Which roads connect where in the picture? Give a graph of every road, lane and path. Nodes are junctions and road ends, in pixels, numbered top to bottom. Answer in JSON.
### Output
————————
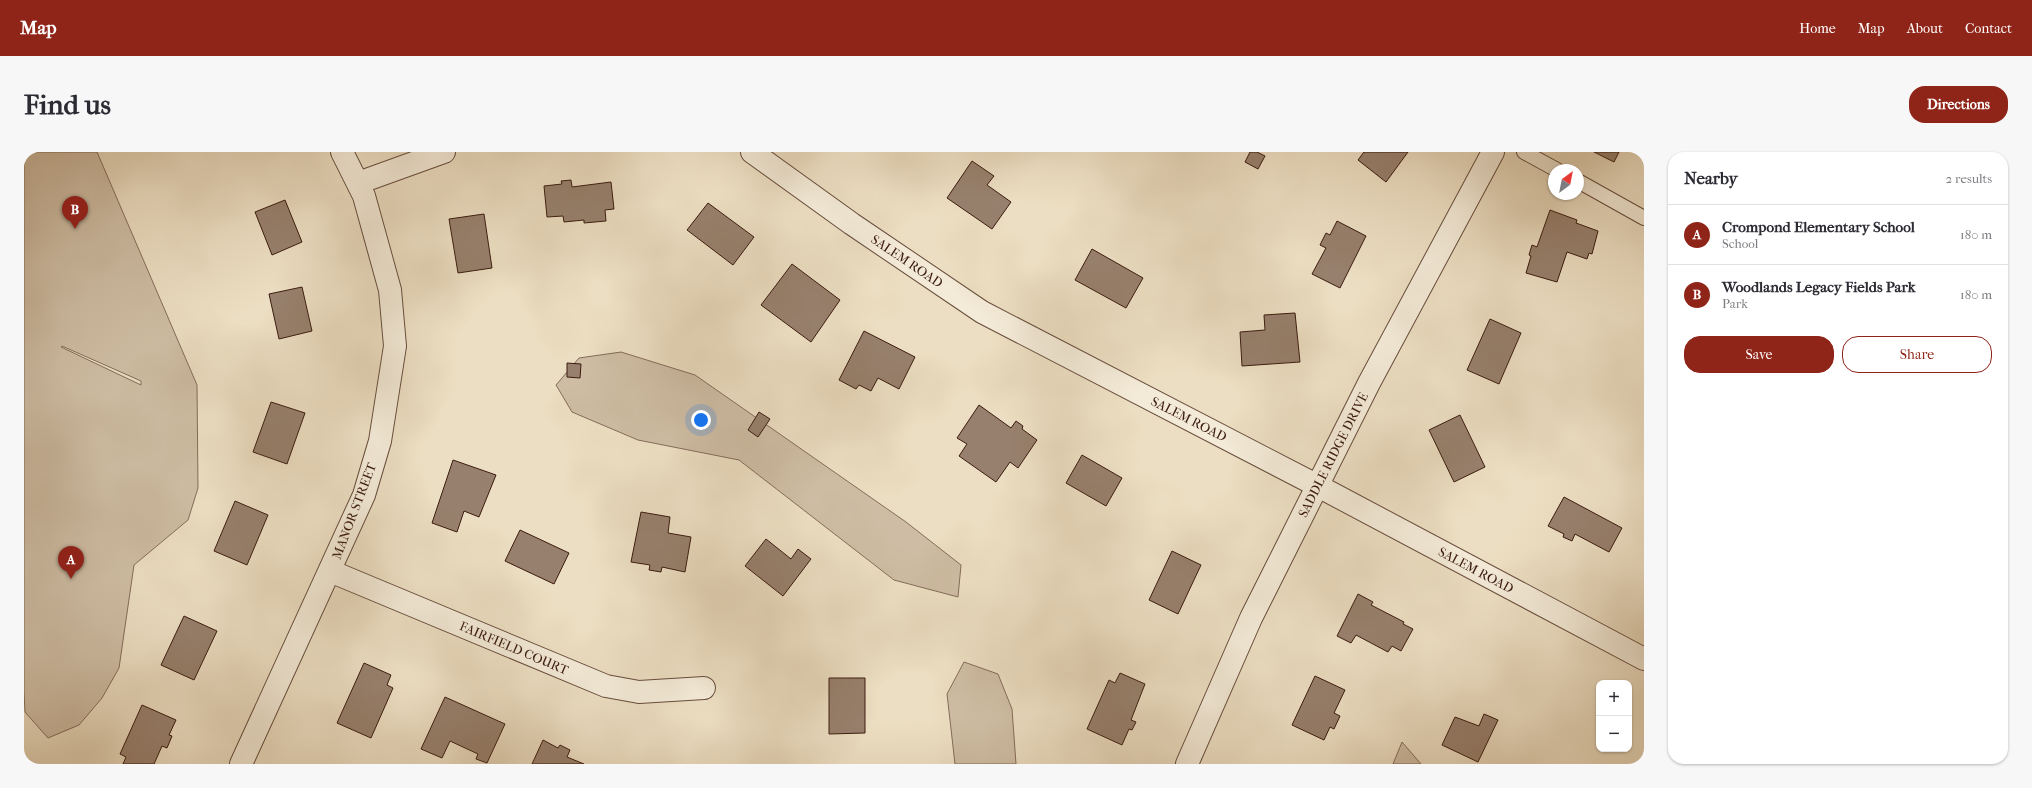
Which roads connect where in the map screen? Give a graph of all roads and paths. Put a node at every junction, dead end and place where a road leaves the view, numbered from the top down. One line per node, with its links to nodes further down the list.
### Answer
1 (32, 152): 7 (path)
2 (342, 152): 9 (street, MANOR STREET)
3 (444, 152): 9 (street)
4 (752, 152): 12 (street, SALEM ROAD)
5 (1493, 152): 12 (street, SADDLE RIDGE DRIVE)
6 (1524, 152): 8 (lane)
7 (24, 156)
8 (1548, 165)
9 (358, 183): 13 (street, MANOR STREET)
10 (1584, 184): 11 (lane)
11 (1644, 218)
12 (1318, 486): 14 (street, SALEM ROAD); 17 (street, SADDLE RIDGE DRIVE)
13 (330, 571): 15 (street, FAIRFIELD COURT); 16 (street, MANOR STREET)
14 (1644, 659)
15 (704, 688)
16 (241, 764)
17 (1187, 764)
————————
# Activity
Scan the listing above. Collect all lines with the word "Which".

# Reply to the task
Which roads connect where in the picture? Give a graph of every road, lane and path. Nodes are junctions and road ends, in pixels, numbered top to bottom. Answer in JSON.
Which roads connect where in the map screen? Give a graph of all roads and paths. Put a node at every junction, dead end and place where a road leaves the view, numbered from the top down. One line per node, with its links to nodes further down the list.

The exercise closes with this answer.